When going back from liquid enthalpy, or entropy, to temperature, we have two ways: One of them is to fit a correlation that makes this calculation, that can again be made with FreeFluidsGui. The second, that will be used if we left the value of lTfromHsatCorr=0, will calculate in situ the temperature using a solving function, as is done in the IdealGasMedia package.

For water, viscosity is calculated, independent of the phase, using the reference equation as function of temperature and density. For other substances, the saturated liquid viscosity is calculated using a dedicated temperature dependent correlation. Pressure correction, according to Lucas, is applied if highPressure is set to true.

Saturated thermal conductivity is calculated using the corresponding correlation, if available. Otherwise the Latini method is used. If highPressure is set to true, a pressure(in fact density) correction is used.
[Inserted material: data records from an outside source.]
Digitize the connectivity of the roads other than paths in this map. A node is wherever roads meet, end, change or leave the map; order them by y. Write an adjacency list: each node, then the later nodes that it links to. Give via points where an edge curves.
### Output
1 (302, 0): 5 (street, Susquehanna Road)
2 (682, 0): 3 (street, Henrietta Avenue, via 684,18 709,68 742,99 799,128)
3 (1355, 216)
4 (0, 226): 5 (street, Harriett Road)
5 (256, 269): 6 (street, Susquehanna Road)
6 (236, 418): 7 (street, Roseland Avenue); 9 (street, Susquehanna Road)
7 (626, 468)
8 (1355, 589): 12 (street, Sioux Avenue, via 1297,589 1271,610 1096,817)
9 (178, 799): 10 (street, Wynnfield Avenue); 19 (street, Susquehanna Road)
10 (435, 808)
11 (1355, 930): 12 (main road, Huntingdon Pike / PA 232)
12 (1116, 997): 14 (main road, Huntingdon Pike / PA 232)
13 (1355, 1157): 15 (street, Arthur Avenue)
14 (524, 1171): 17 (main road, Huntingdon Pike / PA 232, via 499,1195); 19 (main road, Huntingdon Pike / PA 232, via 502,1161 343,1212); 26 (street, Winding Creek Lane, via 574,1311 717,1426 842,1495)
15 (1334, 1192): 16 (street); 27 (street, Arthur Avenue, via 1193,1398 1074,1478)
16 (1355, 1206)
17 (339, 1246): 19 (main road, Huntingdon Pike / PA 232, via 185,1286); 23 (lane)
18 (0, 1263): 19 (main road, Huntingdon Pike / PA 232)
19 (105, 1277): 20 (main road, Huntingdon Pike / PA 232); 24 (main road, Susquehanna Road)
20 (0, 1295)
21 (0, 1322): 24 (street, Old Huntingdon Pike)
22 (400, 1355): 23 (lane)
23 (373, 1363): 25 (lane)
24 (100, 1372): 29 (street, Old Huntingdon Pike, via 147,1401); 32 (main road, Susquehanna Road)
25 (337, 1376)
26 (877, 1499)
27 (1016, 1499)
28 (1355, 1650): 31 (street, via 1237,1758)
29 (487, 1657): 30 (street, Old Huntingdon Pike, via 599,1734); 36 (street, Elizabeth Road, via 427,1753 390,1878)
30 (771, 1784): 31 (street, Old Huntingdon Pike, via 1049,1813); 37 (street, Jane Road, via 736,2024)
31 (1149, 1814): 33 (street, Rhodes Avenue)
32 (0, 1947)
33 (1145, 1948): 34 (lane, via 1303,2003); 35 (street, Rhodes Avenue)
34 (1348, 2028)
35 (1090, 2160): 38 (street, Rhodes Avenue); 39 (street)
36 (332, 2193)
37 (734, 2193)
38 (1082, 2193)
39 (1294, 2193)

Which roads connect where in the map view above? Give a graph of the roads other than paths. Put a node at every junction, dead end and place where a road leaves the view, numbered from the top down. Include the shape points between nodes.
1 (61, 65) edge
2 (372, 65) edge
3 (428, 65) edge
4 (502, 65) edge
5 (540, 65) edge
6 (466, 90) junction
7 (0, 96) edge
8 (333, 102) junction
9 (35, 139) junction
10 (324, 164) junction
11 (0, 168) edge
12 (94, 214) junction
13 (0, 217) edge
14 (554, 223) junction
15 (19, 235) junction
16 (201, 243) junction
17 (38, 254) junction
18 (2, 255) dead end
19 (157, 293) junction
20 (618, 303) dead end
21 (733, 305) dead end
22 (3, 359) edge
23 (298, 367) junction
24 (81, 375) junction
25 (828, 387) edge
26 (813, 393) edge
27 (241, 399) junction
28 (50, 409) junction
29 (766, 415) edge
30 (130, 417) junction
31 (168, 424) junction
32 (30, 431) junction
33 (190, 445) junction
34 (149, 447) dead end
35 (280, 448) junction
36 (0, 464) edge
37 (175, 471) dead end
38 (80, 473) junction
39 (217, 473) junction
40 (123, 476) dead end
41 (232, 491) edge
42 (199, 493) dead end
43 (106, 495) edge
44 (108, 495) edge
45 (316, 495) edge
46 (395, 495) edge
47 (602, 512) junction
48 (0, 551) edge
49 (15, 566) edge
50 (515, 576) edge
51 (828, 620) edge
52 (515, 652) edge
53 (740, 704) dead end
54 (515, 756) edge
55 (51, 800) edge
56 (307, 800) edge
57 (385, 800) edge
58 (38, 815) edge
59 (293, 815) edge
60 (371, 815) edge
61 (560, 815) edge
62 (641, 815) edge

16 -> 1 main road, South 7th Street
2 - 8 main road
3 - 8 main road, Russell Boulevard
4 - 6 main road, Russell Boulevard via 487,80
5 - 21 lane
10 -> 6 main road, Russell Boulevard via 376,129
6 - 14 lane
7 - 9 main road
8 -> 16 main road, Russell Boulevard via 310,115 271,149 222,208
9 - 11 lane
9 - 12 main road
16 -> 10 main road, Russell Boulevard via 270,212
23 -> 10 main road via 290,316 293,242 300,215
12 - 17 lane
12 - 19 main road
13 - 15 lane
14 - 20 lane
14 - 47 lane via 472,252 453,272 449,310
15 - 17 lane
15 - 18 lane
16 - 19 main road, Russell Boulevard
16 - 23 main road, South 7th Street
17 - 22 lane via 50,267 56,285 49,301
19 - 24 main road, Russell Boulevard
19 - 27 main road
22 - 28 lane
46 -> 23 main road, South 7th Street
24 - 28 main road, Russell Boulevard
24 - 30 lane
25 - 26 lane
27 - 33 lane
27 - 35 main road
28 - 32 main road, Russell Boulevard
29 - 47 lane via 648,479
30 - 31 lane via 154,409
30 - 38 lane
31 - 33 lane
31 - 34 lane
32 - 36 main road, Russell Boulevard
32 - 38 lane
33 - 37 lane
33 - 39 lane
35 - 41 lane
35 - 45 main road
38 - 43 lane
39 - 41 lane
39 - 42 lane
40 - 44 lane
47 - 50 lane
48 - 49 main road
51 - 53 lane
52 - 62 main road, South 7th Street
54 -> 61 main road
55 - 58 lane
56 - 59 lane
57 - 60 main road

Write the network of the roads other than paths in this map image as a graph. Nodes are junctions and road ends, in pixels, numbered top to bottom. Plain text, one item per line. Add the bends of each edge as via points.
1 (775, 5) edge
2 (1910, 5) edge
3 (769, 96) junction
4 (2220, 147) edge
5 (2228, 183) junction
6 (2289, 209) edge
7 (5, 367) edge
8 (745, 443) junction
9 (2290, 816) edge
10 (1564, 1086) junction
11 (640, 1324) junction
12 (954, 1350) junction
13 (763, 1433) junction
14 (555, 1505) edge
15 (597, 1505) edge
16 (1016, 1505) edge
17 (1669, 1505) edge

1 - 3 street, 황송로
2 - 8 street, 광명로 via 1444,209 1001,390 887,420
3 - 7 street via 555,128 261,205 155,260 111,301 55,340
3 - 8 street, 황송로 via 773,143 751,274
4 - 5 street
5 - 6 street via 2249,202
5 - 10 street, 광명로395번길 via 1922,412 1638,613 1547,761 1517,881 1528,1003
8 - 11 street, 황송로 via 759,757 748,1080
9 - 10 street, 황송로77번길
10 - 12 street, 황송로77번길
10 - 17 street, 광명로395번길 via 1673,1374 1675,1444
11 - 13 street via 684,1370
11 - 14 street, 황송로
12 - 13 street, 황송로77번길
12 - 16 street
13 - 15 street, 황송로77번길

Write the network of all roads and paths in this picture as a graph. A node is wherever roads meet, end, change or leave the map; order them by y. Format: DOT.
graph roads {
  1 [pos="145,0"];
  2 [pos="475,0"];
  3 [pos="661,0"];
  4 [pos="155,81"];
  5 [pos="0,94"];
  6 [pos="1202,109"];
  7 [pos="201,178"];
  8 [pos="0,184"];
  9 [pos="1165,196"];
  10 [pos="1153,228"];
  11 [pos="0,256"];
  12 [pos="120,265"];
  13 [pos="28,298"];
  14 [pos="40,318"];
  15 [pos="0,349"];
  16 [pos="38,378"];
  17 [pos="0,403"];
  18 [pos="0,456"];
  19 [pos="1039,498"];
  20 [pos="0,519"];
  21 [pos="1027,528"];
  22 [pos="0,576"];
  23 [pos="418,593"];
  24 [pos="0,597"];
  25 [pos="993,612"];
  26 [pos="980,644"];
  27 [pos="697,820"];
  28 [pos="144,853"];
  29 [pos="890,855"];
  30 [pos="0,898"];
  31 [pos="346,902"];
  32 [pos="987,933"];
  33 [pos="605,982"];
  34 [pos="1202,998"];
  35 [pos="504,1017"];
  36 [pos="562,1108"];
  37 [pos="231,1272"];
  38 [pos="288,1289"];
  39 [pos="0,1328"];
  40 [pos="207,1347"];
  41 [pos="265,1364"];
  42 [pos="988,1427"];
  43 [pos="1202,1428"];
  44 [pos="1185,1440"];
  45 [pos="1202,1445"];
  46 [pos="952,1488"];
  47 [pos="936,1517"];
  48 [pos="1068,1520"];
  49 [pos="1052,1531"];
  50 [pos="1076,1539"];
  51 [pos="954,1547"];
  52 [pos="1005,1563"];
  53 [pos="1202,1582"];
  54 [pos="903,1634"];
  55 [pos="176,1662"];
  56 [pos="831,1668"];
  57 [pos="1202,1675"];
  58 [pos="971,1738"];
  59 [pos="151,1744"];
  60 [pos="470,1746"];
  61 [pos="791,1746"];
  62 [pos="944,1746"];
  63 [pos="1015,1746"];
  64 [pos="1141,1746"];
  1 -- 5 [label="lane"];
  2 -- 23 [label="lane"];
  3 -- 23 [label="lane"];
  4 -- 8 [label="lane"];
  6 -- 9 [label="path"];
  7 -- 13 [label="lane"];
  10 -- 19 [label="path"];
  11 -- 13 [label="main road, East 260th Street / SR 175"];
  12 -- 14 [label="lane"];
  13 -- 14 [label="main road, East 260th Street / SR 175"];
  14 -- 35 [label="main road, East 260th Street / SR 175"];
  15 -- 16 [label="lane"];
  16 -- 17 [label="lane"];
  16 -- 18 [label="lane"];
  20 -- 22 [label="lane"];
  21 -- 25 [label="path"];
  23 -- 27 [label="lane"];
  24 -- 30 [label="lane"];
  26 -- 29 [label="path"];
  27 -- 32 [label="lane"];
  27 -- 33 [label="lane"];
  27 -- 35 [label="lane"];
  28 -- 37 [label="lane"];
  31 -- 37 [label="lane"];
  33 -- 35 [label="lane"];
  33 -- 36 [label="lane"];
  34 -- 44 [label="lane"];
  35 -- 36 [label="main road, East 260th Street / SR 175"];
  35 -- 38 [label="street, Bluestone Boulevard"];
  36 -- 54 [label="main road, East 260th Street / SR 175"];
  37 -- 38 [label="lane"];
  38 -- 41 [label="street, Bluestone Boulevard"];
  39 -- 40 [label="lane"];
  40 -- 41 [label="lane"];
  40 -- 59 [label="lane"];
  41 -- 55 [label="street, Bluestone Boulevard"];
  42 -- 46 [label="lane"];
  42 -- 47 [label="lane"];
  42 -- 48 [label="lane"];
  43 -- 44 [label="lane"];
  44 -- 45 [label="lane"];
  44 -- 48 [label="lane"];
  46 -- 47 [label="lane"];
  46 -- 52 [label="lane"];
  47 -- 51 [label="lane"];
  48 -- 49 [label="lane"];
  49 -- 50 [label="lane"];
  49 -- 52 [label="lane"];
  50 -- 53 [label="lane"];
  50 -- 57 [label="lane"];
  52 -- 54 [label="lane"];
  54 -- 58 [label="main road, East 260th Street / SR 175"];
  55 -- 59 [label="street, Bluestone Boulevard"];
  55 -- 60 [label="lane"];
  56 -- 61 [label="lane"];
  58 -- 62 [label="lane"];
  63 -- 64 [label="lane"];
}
Surface tension is calculated also by correlation, or using the Sastri-Rao method, if the first is not available.

Gas phase properties

Saturated gas density is calculated using a dedicated correlation. At temperature higher than saturation, for a given pressure, a temperature correction is introduced.

Enthalpy and entropy are calculated from the saturated values at the given pressure (obtained from liquid Cp and vaporization enthalpy correlations), by adding the increase from the saturated temperature to the given temperature, calculated according to the ideal gas Cp, but with a pressure and temperature correction.

Viscosity and thermal conductivity are calculated by correlations or, when not available, by the Chung method. Pressure correction is later applied.

Two phases properties

Transport properties are not calculated for the two phases situation.


TestsIn Tests Axx are comparing TMedia with multiparameter EOS and ExternalMedia, using a temperature ramp. In Tests Bxx a comparison of the gas phase only also with ideal gas.